WHAT IS NEEDED
Repeat the records. Leave nothing out.

- - - - - - -

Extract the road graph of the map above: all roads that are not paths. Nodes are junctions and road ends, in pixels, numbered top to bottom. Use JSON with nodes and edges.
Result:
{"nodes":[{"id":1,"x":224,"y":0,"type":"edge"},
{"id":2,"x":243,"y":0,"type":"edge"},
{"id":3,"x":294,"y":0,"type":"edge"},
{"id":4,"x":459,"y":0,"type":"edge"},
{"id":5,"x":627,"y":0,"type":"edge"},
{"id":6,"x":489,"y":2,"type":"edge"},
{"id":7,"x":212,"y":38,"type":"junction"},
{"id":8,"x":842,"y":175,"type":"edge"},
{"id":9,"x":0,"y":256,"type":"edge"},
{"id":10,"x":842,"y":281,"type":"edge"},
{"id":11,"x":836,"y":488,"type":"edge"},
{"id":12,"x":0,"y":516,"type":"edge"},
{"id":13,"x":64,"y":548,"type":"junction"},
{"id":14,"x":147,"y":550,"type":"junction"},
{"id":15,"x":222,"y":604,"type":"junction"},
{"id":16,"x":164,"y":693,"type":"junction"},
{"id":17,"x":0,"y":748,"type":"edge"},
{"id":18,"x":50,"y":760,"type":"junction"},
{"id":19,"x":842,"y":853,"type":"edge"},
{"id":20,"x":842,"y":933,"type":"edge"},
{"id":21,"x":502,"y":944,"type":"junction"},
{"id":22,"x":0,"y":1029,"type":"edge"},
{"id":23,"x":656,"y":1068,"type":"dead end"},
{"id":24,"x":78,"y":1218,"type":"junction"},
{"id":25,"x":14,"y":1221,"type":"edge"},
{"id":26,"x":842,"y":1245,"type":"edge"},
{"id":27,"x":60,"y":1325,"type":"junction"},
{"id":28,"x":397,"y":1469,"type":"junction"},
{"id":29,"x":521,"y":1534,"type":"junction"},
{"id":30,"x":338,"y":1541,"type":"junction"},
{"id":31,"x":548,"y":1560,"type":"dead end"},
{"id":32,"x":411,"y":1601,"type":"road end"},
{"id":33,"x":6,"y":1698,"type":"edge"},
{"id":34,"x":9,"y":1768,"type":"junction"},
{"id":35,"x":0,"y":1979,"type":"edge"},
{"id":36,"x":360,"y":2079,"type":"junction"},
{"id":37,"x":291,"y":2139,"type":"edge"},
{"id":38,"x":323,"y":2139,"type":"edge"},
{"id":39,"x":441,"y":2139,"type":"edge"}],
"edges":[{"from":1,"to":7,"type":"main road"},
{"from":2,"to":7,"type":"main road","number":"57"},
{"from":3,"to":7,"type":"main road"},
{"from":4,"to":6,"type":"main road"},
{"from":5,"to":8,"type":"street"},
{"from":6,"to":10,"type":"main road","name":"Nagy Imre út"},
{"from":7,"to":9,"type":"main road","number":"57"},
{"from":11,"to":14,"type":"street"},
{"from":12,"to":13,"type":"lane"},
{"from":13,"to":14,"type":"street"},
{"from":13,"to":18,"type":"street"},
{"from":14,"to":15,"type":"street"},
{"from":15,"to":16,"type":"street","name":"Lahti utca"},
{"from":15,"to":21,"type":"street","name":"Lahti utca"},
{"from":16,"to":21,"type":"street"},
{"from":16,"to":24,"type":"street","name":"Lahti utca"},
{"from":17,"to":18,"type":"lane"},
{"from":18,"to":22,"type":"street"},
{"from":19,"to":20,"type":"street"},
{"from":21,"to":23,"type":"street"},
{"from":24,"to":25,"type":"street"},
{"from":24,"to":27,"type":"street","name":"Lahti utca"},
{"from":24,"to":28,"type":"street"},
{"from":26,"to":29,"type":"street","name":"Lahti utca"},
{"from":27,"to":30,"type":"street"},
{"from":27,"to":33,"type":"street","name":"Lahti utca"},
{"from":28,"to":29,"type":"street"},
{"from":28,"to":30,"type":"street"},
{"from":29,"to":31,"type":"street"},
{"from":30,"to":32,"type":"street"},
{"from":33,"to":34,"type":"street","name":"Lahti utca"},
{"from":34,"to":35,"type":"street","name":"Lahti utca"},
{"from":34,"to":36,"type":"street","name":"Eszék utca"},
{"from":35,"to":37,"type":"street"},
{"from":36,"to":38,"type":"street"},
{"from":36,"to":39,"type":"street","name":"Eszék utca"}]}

- - - - - - -

RESPONSE AREA
Extract the road graph of the map above: all roads that are not paths. Nodes are junctions and road ends, in pixels, numbered top to bottom. Use JSON with nodes and edges.
Result:
{"nodes":[{"id":1,"x":224,"y":0,"type":"edge"},
{"id":2,"x":243,"y":0,"type":"edge"},
{"id":3,"x":294,"y":0,"type":"edge"},
{"id":4,"x":459,"y":0,"type":"edge"},
{"id":5,"x":627,"y":0,"type":"edge"},
{"id":6,"x":489,"y":2,"type":"edge"},
{"id":7,"x":212,"y":38,"type":"junction"},
{"id":8,"x":842,"y":175,"type":"edge"},
{"id":9,"x":0,"y":256,"type":"edge"},
{"id":10,"x":842,"y":281,"type":"edge"},
{"id":11,"x":836,"y":488,"type":"edge"},
{"id":12,"x":0,"y":516,"type":"edge"},
{"id":13,"x":64,"y":548,"type":"junction"},
{"id":14,"x":147,"y":550,"type":"junction"},
{"id":15,"x":222,"y":604,"type":"junction"},
{"id":16,"x":164,"y":693,"type":"junction"},
{"id":17,"x":0,"y":748,"type":"edge"},
{"id":18,"x":50,"y":760,"type":"junction"},
{"id":19,"x":842,"y":853,"type":"edge"},
{"id":20,"x":842,"y":933,"type":"edge"},
{"id":21,"x":502,"y":944,"type":"junction"},
{"id":22,"x":0,"y":1029,"type":"edge"},
{"id":23,"x":656,"y":1068,"type":"dead end"},
{"id":24,"x":78,"y":1218,"type":"junction"},
{"id":25,"x":14,"y":1221,"type":"edge"},
{"id":26,"x":842,"y":1245,"type":"edge"},
{"id":27,"x":60,"y":1325,"type":"junction"},
{"id":28,"x":397,"y":1469,"type":"junction"},
{"id":29,"x":521,"y":1534,"type":"junction"},
{"id":30,"x":338,"y":1541,"type":"junction"},
{"id":31,"x":548,"y":1560,"type":"dead end"},
{"id":32,"x":411,"y":1601,"type":"road end"},
{"id":33,"x":6,"y":1698,"type":"edge"},
{"id":34,"x":9,"y":1768,"type":"junction"},
{"id":35,"x":0,"y":1979,"type":"edge"},
{"id":36,"x":360,"y":2079,"type":"junction"},
{"id":37,"x":291,"y":2139,"type":"edge"},
{"id":38,"x":323,"y":2139,"type":"edge"},
{"id":39,"x":441,"y":2139,"type":"edge"}],
"edges":[{"from":1,"to":7,"type":"main road"},
{"from":2,"to":7,"type":"main road","number":"57"},
{"from":3,"to":7,"type":"main road"},
{"from":4,"to":6,"type":"main road"},
{"from":5,"to":8,"type":"street"},
{"from":6,"to":10,"type":"main road","name":"Nagy Imre út"},
{"from":7,"to":9,"type":"main road","number":"57"},
{"from":11,"to":14,"type":"street"},
{"from":12,"to":13,"type":"lane"},
{"from":13,"to":14,"type":"street"},
{"from":13,"to":18,"type":"street"},
{"from":14,"to":15,"type":"street"},
{"from":15,"to":16,"type":"street","name":"Lahti utca"},
{"from":15,"to":21,"type":"street","name":"Lahti utca"},
{"from":16,"to":21,"type":"street"},
{"from":16,"to":24,"type":"street","name":"Lahti utca"},
{"from":17,"to":18,"type":"lane"},
{"from":18,"to":22,"type":"street"},
{"from":19,"to":20,"type":"street"},
{"from":21,"to":23,"type":"street"},
{"from":24,"to":25,"type":"street"},
{"from":24,"to":27,"type":"street","name":"Lahti utca"},
{"from":24,"to":28,"type":"street"},
{"from":26,"to":29,"type":"street","name":"Lahti utca"},
{"from":27,"to":30,"type":"street"},
{"from":27,"to":33,"type":"street","name":"Lahti utca"},
{"from":28,"to":29,"type":"street"},
{"from":28,"to":30,"type":"street"},
{"from":29,"to":31,"type":"street"},
{"from":30,"to":32,"type":"street"},
{"from":33,"to":34,"type":"street","name":"Lahti utca"},
{"from":34,"to":35,"type":"street","name":"Lahti utca"},
{"from":34,"to":36,"type":"street","name":"Eszék utca"},
{"from":35,"to":37,"type":"street"},
{"from":36,"to":38,"type":"street"},
{"from":36,"to":39,"type":"street","name":"Eszék utca"}]}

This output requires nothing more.